▸ TASK DESCRIPTION
Write out all of the records below precisely as given, omitting the images.

(Stored data)
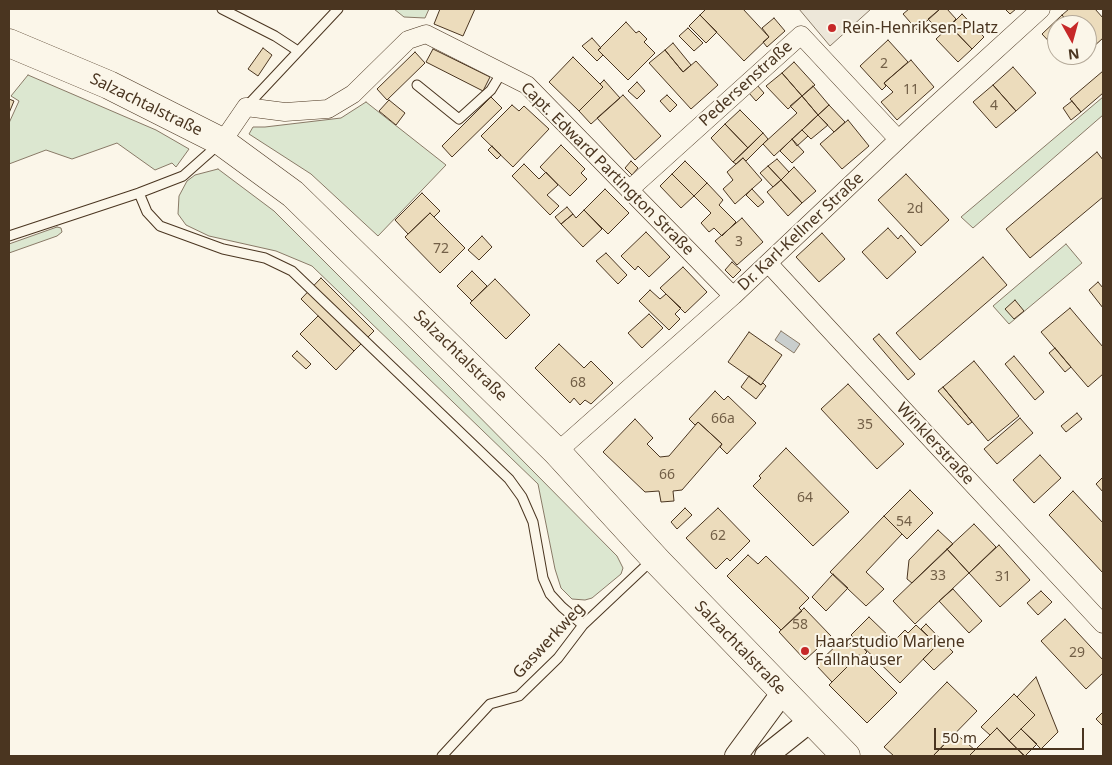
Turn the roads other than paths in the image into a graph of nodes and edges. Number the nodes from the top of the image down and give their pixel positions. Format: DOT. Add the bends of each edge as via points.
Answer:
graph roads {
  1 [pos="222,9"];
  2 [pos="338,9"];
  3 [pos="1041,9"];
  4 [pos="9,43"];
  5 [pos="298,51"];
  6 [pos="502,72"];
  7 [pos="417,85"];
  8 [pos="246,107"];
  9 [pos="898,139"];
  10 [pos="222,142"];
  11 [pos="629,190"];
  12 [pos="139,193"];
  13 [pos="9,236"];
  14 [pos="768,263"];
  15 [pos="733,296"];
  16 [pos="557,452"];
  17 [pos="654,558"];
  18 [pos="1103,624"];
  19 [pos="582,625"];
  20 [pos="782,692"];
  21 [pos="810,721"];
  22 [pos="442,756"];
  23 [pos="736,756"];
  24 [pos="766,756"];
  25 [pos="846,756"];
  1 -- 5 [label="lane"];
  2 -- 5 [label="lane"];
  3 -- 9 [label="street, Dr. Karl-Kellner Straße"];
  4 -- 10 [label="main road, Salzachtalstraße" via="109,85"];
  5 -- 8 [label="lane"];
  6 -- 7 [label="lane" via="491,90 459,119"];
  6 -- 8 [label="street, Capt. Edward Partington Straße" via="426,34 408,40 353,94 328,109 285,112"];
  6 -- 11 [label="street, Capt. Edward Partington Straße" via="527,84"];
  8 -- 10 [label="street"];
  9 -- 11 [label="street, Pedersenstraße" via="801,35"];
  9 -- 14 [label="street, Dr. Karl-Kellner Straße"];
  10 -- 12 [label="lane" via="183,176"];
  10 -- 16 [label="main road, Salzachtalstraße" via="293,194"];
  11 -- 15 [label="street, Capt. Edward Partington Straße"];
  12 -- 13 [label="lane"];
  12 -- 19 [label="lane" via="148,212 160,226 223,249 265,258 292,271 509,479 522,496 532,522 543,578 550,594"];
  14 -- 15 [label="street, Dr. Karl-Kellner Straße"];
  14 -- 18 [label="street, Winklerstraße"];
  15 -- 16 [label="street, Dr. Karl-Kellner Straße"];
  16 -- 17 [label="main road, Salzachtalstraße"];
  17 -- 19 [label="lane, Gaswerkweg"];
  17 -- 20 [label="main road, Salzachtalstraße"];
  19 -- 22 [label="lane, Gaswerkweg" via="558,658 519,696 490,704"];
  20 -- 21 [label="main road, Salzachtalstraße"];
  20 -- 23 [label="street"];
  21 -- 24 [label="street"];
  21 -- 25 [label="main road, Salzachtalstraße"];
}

▸ SOLUTION TO THE EXERCISE
Turn the roads other than paths in the image into a graph of nodes and edges. Number the nodes from the top of the image down and give their pixel positions. Format: DOT. Add the bends of each edge as via points.
Answer:
graph roads {
  1 [pos="222,9"];
  2 [pos="338,9"];
  3 [pos="1041,9"];
  4 [pos="9,43"];
  5 [pos="298,51"];
  6 [pos="502,72"];
  7 [pos="417,85"];
  8 [pos="246,107"];
  9 [pos="898,139"];
  10 [pos="222,142"];
  11 [pos="629,190"];
  12 [pos="139,193"];
  13 [pos="9,236"];
  14 [pos="768,263"];
  15 [pos="733,296"];
  16 [pos="557,452"];
  17 [pos="654,558"];
  18 [pos="1103,624"];
  19 [pos="582,625"];
  20 [pos="782,692"];
  21 [pos="810,721"];
  22 [pos="442,756"];
  23 [pos="736,756"];
  24 [pos="766,756"];
  25 [pos="846,756"];
  1 -- 5 [label="lane"];
  2 -- 5 [label="lane"];
  3 -- 9 [label="street, Dr. Karl-Kellner Straße"];
  4 -- 10 [label="main road, Salzachtalstraße" via="109,85"];
  5 -- 8 [label="lane"];
  6 -- 7 [label="lane" via="491,90 459,119"];
  6 -- 8 [label="street, Capt. Edward Partington Straße" via="426,34 408,40 353,94 328,109 285,112"];
  6 -- 11 [label="street, Capt. Edward Partington Straße" via="527,84"];
  8 -- 10 [label="street"];
  9 -- 11 [label="street, Pedersenstraße" via="801,35"];
  9 -- 14 [label="street, Dr. Karl-Kellner Straße"];
  10 -- 12 [label="lane" via="183,176"];
  10 -- 16 [label="main road, Salzachtalstraße" via="293,194"];
  11 -- 15 [label="street, Capt. Edward Partington Straße"];
  12 -- 13 [label="lane"];
  12 -- 19 [label="lane" via="148,212 160,226 223,249 265,258 292,271 509,479 522,496 532,522 543,578 550,594"];
  14 -- 15 [label="street, Dr. Karl-Kellner Straße"];
  14 -- 18 [label="street, Winklerstraße"];
  15 -- 16 [label="street, Dr. Karl-Kellner Straße"];
  16 -- 17 [label="main road, Salzachtalstraße"];
  17 -- 19 [label="lane, Gaswerkweg"];
  17 -- 20 [label="main road, Salzachtalstraße"];
  19 -- 22 [label="lane, Gaswerkweg" via="558,658 519,696 490,704"];
  20 -- 21 [label="main road, Salzachtalstraße"];
  20 -- 23 [label="street"];
  21 -- 24 [label="street"];
  21 -- 25 [label="main road, Salzachtalstraße"];
}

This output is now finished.